YOUR GOAL
Lines to restate from the data below: from the one containing "index pip: (442, 125)" to the one containing "ring tip: (423, 176)", both included. Give them again exactly, and only them.

EXERCISE MATERIAL
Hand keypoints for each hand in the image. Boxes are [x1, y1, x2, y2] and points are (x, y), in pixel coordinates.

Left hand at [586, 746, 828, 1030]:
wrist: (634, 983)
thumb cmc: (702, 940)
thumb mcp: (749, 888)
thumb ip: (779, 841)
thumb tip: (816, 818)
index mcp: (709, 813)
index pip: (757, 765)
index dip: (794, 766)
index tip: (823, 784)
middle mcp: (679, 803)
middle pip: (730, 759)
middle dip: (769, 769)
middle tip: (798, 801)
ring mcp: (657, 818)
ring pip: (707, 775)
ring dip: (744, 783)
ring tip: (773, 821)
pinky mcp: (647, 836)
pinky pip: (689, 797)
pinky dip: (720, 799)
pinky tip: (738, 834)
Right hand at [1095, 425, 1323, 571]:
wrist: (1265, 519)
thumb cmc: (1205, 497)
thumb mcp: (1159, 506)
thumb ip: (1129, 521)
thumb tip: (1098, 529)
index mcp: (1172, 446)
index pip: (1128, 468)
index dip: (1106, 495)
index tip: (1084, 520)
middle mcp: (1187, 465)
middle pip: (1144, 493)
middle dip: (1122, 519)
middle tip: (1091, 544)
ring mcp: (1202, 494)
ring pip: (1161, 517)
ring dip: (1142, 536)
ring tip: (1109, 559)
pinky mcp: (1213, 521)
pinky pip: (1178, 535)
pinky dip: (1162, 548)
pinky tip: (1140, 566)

---

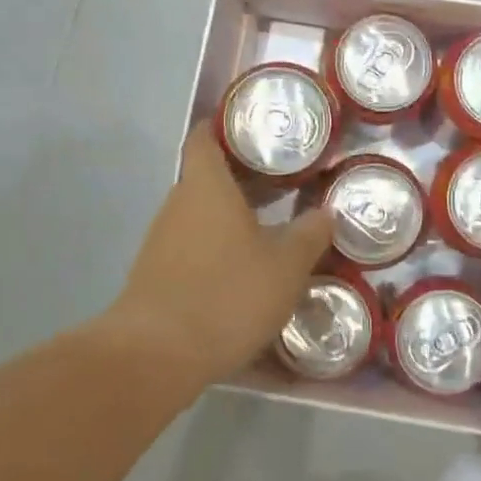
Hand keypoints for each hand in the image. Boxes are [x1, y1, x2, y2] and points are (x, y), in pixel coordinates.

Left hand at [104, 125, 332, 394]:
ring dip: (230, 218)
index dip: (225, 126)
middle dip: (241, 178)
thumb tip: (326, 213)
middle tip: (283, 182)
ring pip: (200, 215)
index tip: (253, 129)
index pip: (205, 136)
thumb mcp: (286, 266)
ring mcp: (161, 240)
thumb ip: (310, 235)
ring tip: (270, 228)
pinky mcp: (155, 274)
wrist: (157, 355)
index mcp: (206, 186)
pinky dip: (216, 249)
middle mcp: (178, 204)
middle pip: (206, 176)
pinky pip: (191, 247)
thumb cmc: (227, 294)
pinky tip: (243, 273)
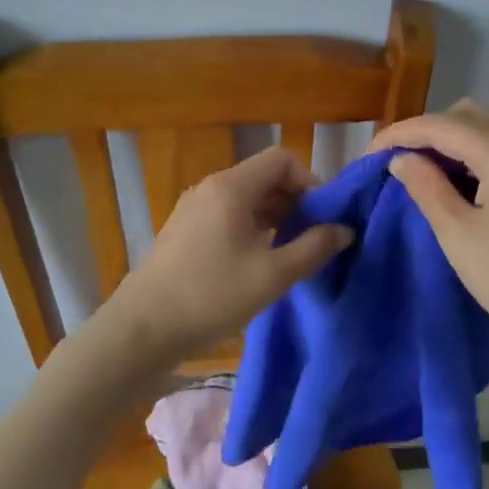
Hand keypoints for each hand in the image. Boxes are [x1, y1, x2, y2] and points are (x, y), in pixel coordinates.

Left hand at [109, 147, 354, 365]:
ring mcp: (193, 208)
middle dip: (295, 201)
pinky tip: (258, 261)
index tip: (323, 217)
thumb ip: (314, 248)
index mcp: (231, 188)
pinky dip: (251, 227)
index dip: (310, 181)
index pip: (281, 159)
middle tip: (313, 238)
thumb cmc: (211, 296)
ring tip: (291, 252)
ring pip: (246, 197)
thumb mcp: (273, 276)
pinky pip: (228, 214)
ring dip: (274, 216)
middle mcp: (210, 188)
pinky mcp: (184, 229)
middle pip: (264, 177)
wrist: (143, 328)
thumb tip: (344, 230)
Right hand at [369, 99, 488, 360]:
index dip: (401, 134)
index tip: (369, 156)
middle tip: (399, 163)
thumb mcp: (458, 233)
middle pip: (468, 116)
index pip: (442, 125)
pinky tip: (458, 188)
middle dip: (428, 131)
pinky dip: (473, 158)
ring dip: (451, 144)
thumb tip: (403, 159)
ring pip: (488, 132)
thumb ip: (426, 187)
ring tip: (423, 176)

SOLUTION FOR THIS PROBLEM
index pip: (442, 125)
pinky tip: (458, 188)
middle dip: (428, 131)
pinky dip: (473, 158)
ring dip: (451, 144)
thumb tip: (403, 159)
ring pip: (488, 132)
thumb ip: (426, 187)
ring tip: (423, 176)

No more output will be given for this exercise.